計算式を見ても、発注費が減れば経済的発注量は減りますし、逆に発注費が増えれば経済的発注量が増えるという関係が見て取れます。
経済的発注量はルートが含まれる計算式ですので、電卓が使えない一次試験では、経済的発注量を計算させる問題が出題される可能性は極めて低いと考えられます。

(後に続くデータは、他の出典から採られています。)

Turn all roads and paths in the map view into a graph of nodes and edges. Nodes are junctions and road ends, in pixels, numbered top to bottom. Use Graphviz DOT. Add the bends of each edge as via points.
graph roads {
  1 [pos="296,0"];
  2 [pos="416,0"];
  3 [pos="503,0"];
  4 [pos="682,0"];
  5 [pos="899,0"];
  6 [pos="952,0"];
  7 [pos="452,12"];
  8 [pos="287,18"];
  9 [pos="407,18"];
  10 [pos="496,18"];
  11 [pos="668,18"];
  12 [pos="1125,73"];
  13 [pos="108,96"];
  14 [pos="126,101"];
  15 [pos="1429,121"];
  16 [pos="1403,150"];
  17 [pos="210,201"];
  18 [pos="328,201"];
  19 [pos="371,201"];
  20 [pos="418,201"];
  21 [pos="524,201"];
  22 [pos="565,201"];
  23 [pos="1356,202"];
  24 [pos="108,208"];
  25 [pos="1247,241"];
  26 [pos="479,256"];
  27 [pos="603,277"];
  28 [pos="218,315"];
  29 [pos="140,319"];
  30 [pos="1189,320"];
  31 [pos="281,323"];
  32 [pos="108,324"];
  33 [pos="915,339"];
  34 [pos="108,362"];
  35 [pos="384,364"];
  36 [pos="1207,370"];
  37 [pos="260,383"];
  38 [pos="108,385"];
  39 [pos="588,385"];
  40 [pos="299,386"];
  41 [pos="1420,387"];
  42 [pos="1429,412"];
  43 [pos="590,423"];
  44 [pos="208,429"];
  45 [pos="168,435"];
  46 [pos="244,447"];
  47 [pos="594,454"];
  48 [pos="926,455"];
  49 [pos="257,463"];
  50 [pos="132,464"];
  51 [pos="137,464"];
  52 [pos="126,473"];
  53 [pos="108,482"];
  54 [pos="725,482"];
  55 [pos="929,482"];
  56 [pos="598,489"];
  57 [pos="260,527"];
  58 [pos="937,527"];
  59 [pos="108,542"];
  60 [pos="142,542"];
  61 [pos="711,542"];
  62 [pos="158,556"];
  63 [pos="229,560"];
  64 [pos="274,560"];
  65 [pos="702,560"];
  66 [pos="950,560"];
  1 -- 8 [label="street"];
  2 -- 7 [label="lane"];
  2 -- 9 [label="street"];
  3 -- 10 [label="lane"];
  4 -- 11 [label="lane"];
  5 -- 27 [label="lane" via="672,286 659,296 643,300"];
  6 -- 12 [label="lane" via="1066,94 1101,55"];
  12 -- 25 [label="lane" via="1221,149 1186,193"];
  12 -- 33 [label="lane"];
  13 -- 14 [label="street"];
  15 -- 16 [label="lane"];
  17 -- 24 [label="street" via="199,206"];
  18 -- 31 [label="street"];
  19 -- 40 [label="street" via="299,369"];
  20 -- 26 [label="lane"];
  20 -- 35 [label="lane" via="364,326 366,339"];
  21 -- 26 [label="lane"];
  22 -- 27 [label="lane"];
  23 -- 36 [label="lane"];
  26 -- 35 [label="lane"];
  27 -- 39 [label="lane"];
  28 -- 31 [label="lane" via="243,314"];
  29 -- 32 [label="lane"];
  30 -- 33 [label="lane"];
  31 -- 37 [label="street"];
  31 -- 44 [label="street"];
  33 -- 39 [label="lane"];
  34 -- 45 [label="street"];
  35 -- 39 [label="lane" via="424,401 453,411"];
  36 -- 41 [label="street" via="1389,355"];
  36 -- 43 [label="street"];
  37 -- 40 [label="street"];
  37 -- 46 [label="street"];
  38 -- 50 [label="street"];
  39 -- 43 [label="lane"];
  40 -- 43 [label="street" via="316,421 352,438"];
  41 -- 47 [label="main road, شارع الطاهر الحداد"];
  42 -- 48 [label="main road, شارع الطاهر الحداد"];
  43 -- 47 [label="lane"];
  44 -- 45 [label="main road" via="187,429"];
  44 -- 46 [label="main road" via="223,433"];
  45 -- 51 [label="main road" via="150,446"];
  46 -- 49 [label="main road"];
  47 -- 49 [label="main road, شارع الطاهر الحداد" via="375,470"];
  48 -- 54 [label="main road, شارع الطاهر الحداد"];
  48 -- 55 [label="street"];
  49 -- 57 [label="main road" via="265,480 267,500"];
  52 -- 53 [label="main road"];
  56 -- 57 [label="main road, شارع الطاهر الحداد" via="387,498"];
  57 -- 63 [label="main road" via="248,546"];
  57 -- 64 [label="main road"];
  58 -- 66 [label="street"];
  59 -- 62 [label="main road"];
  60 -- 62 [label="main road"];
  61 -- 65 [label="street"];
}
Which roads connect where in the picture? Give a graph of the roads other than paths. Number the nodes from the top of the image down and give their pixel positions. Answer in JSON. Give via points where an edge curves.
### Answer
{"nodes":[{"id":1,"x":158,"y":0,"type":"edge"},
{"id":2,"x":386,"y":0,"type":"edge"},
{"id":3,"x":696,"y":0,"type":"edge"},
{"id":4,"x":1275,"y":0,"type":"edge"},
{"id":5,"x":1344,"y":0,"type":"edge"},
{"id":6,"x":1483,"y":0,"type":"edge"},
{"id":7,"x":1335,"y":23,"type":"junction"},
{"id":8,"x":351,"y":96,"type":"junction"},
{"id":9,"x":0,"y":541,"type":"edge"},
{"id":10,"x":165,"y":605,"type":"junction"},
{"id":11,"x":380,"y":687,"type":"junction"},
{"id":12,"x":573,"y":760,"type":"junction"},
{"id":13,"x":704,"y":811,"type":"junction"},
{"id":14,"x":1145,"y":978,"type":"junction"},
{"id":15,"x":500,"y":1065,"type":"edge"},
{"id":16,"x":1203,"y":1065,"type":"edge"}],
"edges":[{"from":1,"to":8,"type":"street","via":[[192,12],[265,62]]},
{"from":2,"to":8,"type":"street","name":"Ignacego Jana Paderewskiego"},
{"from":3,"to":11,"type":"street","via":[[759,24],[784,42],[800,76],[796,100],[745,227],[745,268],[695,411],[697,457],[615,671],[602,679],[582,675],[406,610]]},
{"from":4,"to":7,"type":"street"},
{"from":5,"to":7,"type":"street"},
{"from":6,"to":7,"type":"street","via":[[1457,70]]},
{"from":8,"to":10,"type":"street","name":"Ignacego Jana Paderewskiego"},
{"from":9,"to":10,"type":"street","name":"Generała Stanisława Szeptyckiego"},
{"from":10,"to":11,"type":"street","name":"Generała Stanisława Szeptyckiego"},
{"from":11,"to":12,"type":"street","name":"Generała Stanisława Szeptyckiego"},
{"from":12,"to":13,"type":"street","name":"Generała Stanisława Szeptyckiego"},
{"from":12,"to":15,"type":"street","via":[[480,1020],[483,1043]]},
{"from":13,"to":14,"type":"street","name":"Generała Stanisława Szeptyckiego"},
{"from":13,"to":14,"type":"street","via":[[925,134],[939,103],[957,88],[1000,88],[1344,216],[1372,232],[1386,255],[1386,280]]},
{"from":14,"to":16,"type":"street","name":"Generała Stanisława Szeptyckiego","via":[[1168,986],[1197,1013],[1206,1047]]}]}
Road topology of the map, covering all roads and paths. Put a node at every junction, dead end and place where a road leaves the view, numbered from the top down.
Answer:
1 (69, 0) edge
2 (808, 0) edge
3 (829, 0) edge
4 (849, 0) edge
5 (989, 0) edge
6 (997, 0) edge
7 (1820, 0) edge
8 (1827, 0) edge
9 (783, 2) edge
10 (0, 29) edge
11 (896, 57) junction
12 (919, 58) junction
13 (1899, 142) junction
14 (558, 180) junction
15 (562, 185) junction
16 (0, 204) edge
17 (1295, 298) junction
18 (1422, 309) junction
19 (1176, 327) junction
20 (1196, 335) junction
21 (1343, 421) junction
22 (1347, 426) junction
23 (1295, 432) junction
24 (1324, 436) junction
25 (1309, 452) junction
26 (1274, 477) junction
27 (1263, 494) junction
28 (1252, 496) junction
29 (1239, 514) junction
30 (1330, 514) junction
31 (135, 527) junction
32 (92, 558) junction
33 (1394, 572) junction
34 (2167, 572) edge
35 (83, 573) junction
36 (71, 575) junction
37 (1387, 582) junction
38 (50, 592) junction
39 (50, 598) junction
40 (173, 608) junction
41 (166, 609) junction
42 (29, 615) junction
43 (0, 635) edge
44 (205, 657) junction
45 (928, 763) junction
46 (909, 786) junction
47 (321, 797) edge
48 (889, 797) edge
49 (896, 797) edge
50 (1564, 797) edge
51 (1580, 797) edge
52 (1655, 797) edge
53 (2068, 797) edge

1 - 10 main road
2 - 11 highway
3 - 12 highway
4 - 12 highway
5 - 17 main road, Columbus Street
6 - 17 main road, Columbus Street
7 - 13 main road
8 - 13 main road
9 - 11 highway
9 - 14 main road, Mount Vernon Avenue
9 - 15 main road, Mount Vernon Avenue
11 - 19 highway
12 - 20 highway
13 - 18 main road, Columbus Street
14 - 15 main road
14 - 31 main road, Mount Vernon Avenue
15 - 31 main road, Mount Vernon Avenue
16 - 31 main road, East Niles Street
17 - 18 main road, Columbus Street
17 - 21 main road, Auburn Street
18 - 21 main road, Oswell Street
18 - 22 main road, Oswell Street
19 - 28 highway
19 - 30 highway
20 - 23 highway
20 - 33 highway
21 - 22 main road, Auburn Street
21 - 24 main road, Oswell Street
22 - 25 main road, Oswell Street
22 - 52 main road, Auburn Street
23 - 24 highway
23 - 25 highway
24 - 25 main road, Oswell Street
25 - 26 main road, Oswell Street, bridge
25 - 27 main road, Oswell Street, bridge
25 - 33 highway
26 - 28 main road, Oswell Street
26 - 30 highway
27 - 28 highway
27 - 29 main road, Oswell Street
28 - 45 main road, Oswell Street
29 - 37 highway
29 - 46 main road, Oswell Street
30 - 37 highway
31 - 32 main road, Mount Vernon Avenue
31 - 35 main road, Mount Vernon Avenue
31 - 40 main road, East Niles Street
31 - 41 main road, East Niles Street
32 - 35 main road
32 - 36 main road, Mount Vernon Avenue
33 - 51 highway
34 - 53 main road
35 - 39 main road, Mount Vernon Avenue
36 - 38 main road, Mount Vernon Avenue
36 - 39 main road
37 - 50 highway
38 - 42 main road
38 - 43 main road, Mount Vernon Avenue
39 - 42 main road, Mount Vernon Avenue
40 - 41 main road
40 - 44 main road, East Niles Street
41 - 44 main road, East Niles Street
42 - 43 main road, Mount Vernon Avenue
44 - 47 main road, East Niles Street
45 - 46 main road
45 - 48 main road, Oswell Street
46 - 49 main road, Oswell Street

今回のように計算式さえ覚えておけば答えられる問題がほとんどですので、頑張って今回ご紹介した計算式を頭に入れておきましょう。
まとめ
それでは最後にまとめです。
経済的発注量は発注費と在庫費の総額が最小になる発注量なのでした。
発注量最小化の条件は、年間発注費用と在庫費用が等しくなる時なのでしたね。この観点が問われる可能性は十分ありますので、念のため覚えておいてください。
経済的発注量は、(発注費用×2年分の需要量)÷在庫維持費用と覚えるのでしたね。
在庫維持費用は在庫単価×在庫費用率で表されますが、これはやや細かい論点ですので、まずはこれくらいのザックリとした覚え方をしていただけばと思います。
確かに経済的発注量を導く過程は少し難しいですが、このまとめに記載した内容さえ覚えておけば、試験対策上はバッチリかと思います。
この記事で少しでも経済的発注量に対する苦手意識を払しょくできましたら嬉しいです。
それでは今回の解説記事はここまでとしたいと思います。
ここまでごご覧いただき、ありがとうございました。
それではまた次回の解説記事でお会いしましょう。勉強頑張ってください!応援しています。さようなら!!